Muse frowned, moving closer, coughing in the haze of smoke.

“Hey, hey, calm down. We’re getting out of here. W-What’s your name?”  She asked, tying to sound nice and calm but instead feeling gruff and pushy. She could smell his blood, and his skin cooking from the burns. Her fur everywhere bristled nervously. She felt a cautious tap from her left.

“M-Magpie.” Ivory whispered in a high pitched whisper that sang with fear. “M-M-Magpie. The door. The door.”

The blue pegasus looked back at Ivory, glimpsing her wide eyes and her ears flattened against the unicorn’s skull. Then she followed the unicorn’s gaze to the doorway. Muse froze, seized with sudden alarm. Creeping, slithering past the doorway into their cabin was a large scarlet tentacle, flesh ugly and mottled. It was covered in bumps and scars, and moved like a hideous snake. It felt its way down the wall towards the ponies, searching for something warm and wriggling to snatch up as a prize. The unsettling thing moved at a slow, confident pace of a predator, old to the game of the hunt. Whatever the appendage belonged to, it was used to methodically searching for its cowering prey. Instead of suckers, Muse could see a flash of long, black barbs every time the tentacle adjusted its course. She shivered, understanding where the stallion’s legs went.

“M-Magpie.” Ivory’s voice warbled uncertainly. “W-What?”

The injured pegasus noticed the sudden change in the room and he turned slightly, looking past him. Then the stallion screamed.

“TAKE ME WITH YOU. HELP ME.” He shrieked, flopping and crawling towards the mares. The tentacle’s slow crawl stopped and it shot towards the sound and movement. There was a sickening squelch as the barbs sank into the screaming stallion’s flesh. The fleshy arm began dragging its prey back out of the door.

“YOU BITCHES! CELESTIA DAMN YOU. YOU STUPID FUCKING-“ The insults were pierced by a gurgling howl as the tentacle rippled and squeezed. Bones crunched and snapped, followed by the slippery sound of the pony’s intestines spilling to the ground.  A spray of blood coated the cabin and a dull, meaty thud sounded as the pegasus’ bottom half fell to the ground. Muse finally saw the stallion’s cutie mark: a filing cabinet. He must have been an incredibly boring pony, Muse thought as she stared at the pile of ragged flesh, organs spilling out and cracked, ugly bones peaking through. The stench of death and feces made the air even harder to breathe in.  Ivory finally snapped, a scream breaking out of her muzzle. Two more scarlet, growth covered arms appeared at the doorway, bobbing there as if listening.

“RUN.” Muse snapped out of her frozen state. She rammed her head into the unicorn’s side, forcing Ivory’s hooves to move toward the window. Glass or not, this was it. The lankier pony struggled, straining to fit through the small window. Tears sprang from Muse’s eyes as she struggled to shove Ivory through. Out of the corner of her eyes she saw the tentacle crawling towards them. She got the dark sense that Something was playing with the mares. Her breath came out in fearful whinnies. Finally Ivory’s legs went through and Muse dove though the window after them. Ivory seemed to have regained enough of her senses to wrap Muse’s hooves in green light and try to help levitate her out.
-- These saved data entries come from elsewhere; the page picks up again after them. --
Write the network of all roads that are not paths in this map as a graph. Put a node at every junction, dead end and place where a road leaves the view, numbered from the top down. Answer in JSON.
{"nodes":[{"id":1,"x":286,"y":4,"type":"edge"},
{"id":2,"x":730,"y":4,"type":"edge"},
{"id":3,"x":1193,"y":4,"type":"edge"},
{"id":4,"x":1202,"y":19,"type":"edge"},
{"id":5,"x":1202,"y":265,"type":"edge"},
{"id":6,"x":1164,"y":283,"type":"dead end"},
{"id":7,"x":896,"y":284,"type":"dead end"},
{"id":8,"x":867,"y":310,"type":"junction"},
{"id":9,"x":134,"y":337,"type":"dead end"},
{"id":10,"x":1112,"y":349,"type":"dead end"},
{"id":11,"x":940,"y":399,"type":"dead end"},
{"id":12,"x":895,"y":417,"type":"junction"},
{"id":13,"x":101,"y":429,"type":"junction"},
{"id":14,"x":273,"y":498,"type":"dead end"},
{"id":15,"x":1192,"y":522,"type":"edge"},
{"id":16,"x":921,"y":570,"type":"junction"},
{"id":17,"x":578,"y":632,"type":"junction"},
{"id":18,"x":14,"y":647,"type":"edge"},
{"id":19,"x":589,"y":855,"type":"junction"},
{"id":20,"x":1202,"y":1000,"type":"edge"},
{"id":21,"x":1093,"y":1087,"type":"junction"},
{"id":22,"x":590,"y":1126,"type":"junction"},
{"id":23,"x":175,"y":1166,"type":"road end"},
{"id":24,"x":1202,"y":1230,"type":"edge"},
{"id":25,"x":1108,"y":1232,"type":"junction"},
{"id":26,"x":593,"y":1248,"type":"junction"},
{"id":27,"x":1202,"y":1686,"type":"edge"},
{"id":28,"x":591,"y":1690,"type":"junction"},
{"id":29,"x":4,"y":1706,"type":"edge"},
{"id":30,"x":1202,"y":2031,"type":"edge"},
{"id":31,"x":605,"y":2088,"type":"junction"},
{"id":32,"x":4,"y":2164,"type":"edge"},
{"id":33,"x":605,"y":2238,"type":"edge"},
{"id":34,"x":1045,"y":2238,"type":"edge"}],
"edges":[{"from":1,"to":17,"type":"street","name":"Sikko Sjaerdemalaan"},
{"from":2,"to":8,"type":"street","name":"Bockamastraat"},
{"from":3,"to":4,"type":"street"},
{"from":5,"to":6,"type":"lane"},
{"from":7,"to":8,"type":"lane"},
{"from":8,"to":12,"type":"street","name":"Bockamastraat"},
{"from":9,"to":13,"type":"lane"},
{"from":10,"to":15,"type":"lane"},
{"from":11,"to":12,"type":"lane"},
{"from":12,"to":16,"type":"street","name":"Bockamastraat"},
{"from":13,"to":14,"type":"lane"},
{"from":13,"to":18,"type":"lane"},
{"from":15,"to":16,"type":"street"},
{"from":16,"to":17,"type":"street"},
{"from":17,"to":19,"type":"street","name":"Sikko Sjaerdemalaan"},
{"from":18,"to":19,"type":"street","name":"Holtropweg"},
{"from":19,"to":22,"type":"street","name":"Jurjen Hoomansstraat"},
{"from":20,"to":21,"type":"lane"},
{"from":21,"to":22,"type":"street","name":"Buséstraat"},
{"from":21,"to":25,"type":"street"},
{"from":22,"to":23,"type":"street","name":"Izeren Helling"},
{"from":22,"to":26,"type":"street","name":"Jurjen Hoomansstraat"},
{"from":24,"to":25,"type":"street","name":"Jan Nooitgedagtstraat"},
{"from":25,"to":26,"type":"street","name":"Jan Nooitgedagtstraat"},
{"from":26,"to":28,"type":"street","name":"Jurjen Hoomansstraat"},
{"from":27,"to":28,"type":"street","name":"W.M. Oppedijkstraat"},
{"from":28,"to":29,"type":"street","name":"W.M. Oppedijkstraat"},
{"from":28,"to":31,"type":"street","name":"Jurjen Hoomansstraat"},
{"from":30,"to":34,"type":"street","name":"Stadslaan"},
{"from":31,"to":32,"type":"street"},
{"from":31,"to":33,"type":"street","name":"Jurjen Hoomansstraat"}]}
“Hurry Muse.” Ivory grunted. “They’re coming. They’re-“

Muse glanced over her shoulder, hesitating in fear as she saw the muscles in the closest tentacle ripple, like a snake coiling before it strikes. The hesitation was a mistake. She saw a flash, and then felt pain as the barbs struck her skin.

“Ivory!” She yelped, straining against her captor. Ivory straightened; her heart pounding as her magic wavered. She wrapped a shard of glass in her magic and with as much force as she had in her, stabbed in into the tentacle. It recoiled in pain, releasing the pegasus, who screwed up her face and forced her way through the rest of the window. The pair leapt off the edge of the train and as soon as their hooves found dirt, they ran. Screams followed them as they fled into the desert.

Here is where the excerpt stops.